Dataset records

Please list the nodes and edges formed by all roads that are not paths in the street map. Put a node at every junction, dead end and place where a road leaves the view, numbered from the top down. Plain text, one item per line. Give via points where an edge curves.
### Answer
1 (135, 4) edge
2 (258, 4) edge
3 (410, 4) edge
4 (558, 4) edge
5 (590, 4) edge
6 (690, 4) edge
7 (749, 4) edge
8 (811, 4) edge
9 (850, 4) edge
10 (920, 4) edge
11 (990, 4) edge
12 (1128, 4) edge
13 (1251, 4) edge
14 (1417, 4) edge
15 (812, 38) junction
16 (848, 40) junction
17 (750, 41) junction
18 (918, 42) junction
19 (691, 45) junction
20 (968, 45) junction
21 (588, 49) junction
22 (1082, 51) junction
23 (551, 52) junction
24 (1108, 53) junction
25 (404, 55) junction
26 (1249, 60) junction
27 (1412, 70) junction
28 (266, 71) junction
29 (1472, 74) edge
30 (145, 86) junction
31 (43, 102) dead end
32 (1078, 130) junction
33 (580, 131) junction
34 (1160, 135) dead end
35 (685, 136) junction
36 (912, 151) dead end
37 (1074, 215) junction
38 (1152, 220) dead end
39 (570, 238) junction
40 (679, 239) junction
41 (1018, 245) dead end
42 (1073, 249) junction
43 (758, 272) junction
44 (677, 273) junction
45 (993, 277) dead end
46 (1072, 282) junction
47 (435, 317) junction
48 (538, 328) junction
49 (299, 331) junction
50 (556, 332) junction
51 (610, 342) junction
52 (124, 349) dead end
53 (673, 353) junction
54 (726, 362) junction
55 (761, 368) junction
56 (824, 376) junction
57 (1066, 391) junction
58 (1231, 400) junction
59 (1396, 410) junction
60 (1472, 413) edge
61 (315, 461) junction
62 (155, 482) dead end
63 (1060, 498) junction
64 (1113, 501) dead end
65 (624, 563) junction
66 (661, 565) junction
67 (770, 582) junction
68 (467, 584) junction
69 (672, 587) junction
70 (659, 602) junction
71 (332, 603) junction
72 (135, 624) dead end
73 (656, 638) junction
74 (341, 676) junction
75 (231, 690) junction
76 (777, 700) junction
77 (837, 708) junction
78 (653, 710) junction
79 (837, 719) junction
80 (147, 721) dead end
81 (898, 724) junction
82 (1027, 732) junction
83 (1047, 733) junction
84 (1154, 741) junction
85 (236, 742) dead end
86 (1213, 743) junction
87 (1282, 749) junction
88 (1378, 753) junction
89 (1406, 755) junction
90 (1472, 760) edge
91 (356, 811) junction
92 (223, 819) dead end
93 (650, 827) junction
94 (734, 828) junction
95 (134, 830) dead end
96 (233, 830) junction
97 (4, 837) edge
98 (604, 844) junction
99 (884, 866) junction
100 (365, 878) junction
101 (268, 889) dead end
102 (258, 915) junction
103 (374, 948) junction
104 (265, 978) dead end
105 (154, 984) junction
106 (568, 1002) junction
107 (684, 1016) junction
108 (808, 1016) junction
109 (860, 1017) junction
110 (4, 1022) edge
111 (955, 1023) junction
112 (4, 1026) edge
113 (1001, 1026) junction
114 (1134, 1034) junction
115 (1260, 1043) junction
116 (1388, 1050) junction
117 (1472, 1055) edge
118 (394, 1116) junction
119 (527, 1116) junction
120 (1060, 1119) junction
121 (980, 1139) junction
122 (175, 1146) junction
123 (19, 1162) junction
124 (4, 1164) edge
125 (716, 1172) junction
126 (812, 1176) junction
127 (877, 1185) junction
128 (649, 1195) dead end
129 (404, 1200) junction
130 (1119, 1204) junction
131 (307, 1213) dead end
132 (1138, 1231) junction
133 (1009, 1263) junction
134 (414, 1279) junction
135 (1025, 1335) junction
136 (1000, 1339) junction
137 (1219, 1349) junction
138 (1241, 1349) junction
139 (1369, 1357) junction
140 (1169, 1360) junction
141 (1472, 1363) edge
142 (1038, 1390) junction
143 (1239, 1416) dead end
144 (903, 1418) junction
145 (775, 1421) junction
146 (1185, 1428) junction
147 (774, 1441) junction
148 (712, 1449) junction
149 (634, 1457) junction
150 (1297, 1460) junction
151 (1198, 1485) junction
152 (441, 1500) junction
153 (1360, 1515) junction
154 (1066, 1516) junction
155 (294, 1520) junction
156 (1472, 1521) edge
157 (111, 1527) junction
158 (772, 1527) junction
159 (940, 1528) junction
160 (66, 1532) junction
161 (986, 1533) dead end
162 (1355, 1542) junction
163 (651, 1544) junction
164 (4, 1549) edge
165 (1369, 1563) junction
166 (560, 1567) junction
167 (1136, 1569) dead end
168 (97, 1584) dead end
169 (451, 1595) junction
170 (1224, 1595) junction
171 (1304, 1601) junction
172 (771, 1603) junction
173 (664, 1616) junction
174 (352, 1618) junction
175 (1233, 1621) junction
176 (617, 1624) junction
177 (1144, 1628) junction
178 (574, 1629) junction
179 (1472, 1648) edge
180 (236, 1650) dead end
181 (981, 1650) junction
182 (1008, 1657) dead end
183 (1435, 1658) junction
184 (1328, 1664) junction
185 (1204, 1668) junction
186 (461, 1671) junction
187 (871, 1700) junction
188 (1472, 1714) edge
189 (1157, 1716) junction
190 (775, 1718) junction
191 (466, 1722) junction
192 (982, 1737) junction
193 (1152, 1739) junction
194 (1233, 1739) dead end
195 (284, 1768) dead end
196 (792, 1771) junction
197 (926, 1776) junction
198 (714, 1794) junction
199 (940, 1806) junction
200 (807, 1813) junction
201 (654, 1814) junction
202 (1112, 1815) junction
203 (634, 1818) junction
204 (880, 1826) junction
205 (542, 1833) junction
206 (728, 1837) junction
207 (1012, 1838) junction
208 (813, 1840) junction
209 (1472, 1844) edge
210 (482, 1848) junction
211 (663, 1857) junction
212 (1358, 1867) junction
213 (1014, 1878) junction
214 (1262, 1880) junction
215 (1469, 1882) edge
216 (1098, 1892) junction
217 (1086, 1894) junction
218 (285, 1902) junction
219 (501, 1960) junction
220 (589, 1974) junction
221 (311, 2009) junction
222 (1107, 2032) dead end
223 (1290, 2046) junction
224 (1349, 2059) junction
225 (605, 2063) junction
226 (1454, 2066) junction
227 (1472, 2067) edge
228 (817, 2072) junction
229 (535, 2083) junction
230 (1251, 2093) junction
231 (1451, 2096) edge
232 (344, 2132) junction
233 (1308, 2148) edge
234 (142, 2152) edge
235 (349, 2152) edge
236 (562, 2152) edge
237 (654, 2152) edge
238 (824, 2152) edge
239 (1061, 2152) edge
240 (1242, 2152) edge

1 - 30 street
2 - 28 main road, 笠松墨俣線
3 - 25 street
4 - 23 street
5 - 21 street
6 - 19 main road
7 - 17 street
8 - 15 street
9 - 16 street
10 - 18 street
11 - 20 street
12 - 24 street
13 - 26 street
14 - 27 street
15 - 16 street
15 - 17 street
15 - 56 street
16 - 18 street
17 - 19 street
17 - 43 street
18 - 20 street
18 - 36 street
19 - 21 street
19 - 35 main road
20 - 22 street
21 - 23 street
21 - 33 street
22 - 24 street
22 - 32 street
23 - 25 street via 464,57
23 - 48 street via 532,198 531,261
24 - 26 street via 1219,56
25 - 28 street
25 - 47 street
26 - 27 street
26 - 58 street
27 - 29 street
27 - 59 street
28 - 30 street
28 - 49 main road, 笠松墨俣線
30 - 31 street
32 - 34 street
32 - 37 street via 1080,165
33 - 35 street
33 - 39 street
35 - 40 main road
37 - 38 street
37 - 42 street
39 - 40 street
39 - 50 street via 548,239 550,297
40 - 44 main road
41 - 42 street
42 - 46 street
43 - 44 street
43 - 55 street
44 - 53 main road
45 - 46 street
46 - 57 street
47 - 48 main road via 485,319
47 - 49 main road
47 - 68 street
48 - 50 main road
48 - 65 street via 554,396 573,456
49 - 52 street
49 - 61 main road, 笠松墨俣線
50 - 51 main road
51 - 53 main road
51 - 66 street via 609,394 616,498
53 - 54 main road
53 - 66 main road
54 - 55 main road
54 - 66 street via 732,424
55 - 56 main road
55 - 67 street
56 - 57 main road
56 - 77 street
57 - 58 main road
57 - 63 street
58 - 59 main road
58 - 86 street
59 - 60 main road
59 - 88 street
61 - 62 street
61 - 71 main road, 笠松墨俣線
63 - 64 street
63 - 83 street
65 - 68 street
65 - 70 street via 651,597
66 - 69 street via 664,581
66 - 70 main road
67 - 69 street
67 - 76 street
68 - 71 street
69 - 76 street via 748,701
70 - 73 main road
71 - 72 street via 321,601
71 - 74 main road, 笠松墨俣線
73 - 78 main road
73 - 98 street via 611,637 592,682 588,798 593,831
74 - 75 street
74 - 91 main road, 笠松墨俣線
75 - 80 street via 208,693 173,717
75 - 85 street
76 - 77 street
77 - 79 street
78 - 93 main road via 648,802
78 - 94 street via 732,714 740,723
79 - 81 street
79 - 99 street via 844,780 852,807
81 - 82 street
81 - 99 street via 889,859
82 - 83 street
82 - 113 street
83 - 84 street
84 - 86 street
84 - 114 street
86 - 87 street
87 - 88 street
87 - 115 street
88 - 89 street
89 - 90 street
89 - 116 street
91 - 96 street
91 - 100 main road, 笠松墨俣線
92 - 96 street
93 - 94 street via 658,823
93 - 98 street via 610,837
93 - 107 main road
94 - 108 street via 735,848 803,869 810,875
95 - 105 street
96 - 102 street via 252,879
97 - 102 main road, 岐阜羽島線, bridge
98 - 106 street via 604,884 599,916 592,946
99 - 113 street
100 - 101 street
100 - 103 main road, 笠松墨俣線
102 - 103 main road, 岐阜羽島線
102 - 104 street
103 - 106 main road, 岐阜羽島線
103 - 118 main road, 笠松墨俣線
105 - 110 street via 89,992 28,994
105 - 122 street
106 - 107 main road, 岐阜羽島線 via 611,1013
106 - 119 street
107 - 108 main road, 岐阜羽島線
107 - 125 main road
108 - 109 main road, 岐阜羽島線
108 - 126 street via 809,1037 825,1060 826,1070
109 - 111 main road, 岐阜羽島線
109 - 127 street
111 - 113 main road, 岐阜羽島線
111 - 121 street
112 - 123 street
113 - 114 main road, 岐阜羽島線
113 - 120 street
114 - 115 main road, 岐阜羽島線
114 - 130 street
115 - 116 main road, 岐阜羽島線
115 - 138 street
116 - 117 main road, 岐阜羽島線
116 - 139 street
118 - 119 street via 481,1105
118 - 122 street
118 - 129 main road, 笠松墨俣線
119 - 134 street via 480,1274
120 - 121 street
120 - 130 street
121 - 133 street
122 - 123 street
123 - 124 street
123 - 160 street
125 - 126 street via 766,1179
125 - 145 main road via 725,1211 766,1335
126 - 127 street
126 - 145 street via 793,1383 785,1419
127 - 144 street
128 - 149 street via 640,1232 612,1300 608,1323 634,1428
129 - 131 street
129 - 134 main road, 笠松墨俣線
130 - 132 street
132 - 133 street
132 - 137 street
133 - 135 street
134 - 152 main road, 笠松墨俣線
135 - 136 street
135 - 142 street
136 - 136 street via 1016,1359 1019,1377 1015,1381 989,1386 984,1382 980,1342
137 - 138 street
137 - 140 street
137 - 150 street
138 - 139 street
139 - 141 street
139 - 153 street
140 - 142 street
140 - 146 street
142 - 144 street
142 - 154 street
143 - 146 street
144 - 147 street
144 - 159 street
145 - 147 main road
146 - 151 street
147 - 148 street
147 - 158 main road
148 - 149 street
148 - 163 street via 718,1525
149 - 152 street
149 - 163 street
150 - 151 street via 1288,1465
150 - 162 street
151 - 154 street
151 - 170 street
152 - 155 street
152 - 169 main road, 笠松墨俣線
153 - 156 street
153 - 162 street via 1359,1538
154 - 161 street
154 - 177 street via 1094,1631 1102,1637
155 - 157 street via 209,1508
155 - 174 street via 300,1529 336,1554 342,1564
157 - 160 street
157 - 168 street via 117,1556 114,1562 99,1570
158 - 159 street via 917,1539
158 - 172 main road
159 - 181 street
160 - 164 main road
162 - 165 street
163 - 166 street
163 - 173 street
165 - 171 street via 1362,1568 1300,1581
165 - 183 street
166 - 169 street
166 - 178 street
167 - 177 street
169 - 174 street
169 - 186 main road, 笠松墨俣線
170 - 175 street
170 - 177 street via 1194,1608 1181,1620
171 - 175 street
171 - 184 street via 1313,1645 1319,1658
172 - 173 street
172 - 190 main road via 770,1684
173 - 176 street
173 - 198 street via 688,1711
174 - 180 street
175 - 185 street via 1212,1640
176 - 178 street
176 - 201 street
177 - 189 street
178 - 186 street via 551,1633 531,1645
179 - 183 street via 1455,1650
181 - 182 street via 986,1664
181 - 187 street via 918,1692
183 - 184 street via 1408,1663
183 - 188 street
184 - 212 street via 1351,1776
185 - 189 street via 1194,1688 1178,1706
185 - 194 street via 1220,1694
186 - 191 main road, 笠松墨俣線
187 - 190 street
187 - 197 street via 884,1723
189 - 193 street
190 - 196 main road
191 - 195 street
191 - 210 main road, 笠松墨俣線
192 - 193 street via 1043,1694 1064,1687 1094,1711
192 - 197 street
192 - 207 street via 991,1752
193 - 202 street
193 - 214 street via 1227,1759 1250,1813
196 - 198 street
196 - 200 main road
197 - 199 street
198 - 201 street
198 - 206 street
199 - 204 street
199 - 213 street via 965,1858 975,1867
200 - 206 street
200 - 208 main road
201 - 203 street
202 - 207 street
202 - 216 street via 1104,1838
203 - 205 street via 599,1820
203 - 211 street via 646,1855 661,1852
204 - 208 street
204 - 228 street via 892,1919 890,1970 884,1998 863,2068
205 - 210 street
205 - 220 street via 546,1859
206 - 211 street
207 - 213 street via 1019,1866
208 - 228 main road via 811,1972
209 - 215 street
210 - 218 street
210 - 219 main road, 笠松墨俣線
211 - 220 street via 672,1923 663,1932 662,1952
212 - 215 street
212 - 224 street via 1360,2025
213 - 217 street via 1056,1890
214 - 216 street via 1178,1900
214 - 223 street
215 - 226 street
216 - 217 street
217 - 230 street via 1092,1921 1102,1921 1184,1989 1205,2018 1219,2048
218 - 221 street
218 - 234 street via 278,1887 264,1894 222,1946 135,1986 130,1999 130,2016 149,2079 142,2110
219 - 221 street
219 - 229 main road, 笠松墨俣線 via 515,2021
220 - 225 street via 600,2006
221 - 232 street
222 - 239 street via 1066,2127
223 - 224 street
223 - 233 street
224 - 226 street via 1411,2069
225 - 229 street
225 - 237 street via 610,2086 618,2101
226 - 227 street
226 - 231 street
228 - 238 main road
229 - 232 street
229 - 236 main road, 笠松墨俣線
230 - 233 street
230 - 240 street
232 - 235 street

The task
Every line of the entries that includes "岐阜羽島線" must be copied into the answer.

Answer below
97 - 102 main road, 岐阜羽島線, bridge
102 - 103 main road, 岐阜羽島線
103 - 106 main road, 岐阜羽島線
106 - 107 main road, 岐阜羽島線 via 611,1013
107 - 108 main road, 岐阜羽島線
108 - 109 main road, 岐阜羽島線
109 - 111 main road, 岐阜羽島線
111 - 113 main road, 岐阜羽島線
113 - 114 main road, 岐阜羽島線
114 - 115 main road, 岐阜羽島線
115 - 116 main road, 岐阜羽島線
116 - 117 main road, 岐阜羽島線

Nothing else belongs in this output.